▶ **Work instruction**:
Copy each line in the data below that contains the word "Sheridan".

::: Extracted entries

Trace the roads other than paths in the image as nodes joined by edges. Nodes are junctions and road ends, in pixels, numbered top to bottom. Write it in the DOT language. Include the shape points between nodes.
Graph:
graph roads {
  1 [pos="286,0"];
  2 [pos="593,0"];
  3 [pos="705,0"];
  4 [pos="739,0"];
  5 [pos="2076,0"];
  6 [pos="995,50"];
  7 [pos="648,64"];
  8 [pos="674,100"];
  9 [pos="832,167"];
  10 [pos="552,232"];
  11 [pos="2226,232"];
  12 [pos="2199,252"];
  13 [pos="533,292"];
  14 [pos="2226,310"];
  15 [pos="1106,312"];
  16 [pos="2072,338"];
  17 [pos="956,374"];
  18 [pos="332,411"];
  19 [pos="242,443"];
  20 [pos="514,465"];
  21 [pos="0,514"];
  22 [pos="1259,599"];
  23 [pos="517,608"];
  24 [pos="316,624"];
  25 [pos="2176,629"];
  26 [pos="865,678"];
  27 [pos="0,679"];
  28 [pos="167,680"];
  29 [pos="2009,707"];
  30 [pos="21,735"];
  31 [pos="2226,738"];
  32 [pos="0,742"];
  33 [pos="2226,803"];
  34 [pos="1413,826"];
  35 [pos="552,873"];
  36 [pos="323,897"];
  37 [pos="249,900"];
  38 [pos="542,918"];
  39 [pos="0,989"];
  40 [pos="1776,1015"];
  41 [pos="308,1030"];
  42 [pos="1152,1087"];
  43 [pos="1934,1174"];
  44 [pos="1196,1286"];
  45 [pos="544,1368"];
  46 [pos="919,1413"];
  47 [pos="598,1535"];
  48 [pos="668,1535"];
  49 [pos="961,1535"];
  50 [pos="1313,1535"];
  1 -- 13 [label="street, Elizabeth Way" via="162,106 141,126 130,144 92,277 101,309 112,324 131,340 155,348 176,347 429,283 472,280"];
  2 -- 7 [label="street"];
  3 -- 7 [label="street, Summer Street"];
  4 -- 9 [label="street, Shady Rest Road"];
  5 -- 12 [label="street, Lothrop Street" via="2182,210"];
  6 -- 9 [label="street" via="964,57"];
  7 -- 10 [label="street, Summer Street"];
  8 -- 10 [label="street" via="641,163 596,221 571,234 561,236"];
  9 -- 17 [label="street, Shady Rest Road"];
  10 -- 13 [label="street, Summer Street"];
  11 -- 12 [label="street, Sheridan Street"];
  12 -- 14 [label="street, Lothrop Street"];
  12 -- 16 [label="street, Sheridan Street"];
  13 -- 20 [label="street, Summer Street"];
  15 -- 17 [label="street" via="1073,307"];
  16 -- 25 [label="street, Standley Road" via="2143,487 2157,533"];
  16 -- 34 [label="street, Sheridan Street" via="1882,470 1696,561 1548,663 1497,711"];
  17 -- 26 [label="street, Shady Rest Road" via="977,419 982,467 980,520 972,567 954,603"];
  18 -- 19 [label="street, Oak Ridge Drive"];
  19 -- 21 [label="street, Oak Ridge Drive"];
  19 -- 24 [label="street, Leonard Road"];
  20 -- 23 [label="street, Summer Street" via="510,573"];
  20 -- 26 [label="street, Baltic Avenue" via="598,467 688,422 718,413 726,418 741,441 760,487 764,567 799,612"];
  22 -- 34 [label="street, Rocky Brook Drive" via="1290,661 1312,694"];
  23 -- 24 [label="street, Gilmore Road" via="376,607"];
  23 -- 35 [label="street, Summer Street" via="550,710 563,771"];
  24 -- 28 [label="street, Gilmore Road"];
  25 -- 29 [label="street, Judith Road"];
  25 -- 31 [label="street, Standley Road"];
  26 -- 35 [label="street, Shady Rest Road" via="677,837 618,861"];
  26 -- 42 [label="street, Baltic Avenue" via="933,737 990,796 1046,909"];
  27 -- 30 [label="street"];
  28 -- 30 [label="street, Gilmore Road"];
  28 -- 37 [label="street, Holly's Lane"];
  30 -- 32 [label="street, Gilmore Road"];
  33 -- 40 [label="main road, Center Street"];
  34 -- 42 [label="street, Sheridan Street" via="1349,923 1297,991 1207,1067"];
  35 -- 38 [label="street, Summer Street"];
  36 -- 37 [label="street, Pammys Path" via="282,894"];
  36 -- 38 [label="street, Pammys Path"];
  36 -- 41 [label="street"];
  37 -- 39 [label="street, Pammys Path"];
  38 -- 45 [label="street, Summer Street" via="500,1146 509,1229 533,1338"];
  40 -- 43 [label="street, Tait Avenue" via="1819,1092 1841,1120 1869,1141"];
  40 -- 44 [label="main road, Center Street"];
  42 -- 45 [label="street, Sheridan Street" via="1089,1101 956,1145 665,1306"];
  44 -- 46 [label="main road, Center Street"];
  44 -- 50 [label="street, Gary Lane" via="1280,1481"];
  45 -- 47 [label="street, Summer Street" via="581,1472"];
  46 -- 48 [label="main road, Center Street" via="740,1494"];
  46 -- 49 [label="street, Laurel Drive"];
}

::::::

▶ **Finished task**:
  11 -- 12 [label="street, Sheridan Street"];
  12 -- 16 [label="street, Sheridan Street"];
  16 -- 34 [label="street, Sheridan Street" via="1882,470 1696,561 1548,663 1497,711"];
  34 -- 42 [label="street, Sheridan Street" via="1349,923 1297,991 1207,1067"];
  42 -- 45 [label="street, Sheridan Street" via="1089,1101 956,1145 665,1306"];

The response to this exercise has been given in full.